Mastro's Restaurants
- Company type: Subsidiary
- Industry: fine dining
- Founded: 1999; 27 years ago in Scottsdale, Arizona, U.S.
- Headquarters: Houston, Texas, United States
- Number of locations: 19
- Area served: Arizona, California, Illinois, Florida, Massachusetts, Nevada, Texas
- Parent: Landry's, Inc. (2013–present)
- Website: www.mastrosrestaurants.com

= Mastro's Restaurants =

American fine dining steakhouse

Mastro's Restaurants is an American fine dining steakhouse chain known for its ultra-high prices, selective locations, and celebrity clientele. Since 2013, the restaurant is part of the Landry's, Inc. portfolio.

==History==
Mastro's first opened in 1999 in Scottsdale, Arizona. In 2007, the restaurant group was acquired by private equity firms Kinderhook Industries LLC and Soros Strategic Partners LP with plans to expand. In 2013, Mastro's Restaurants was acquired by Landry's, Inc. Then mostly a Western US chain, the company expanded east to New York City, Boston, and Ft. Lauderdale, Florida.

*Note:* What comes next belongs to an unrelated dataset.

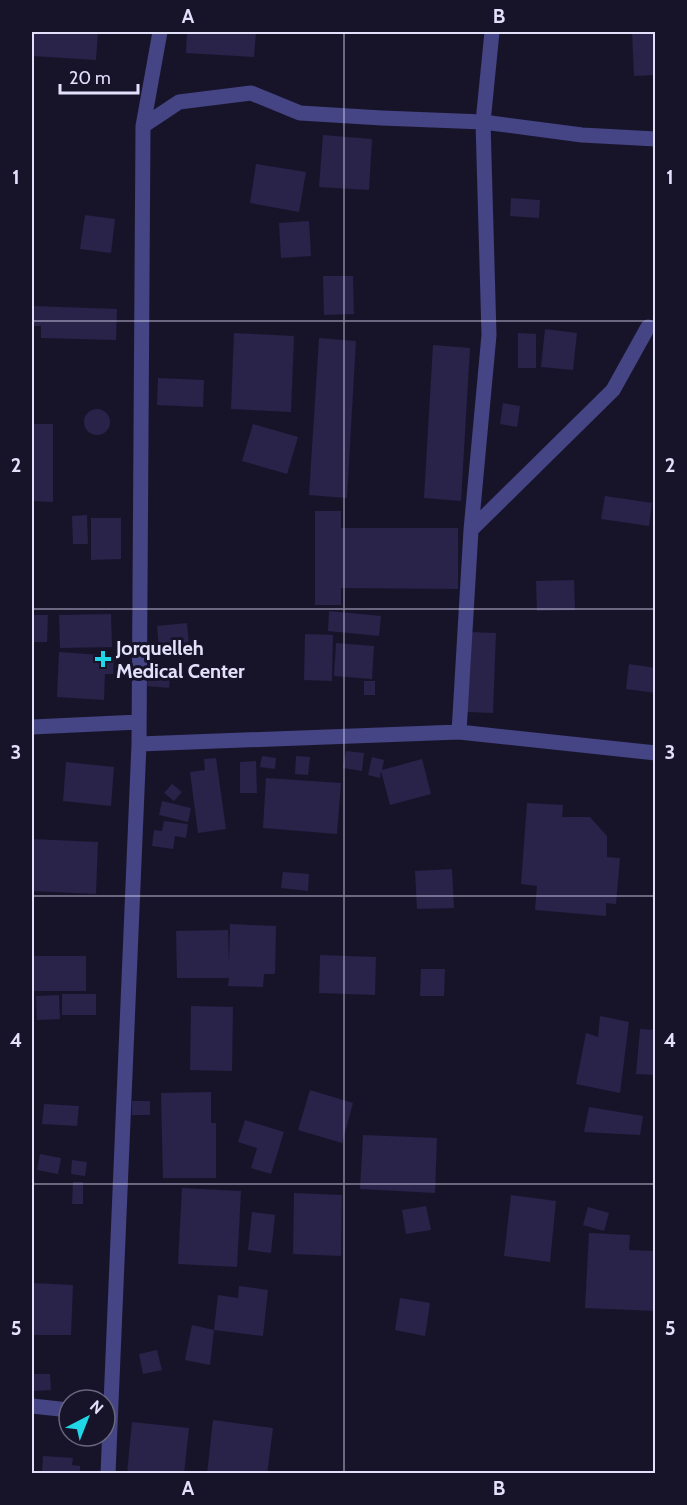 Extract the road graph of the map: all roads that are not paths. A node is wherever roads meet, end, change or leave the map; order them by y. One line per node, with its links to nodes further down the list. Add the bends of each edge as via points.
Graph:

The first New York City location opened in 2014 on Sixth Avenue. In 2017, Mastro's opened their first locations in Houston and Boston. The Houston location opened at the Post Oak Hotel and Tower which is also owned by Landry's, Inc. The next year, a location opened in Fort Lauderdale, Florida.

The Post Oak Hotel location was the recipient of Wine Spectator’s highest restaurant award.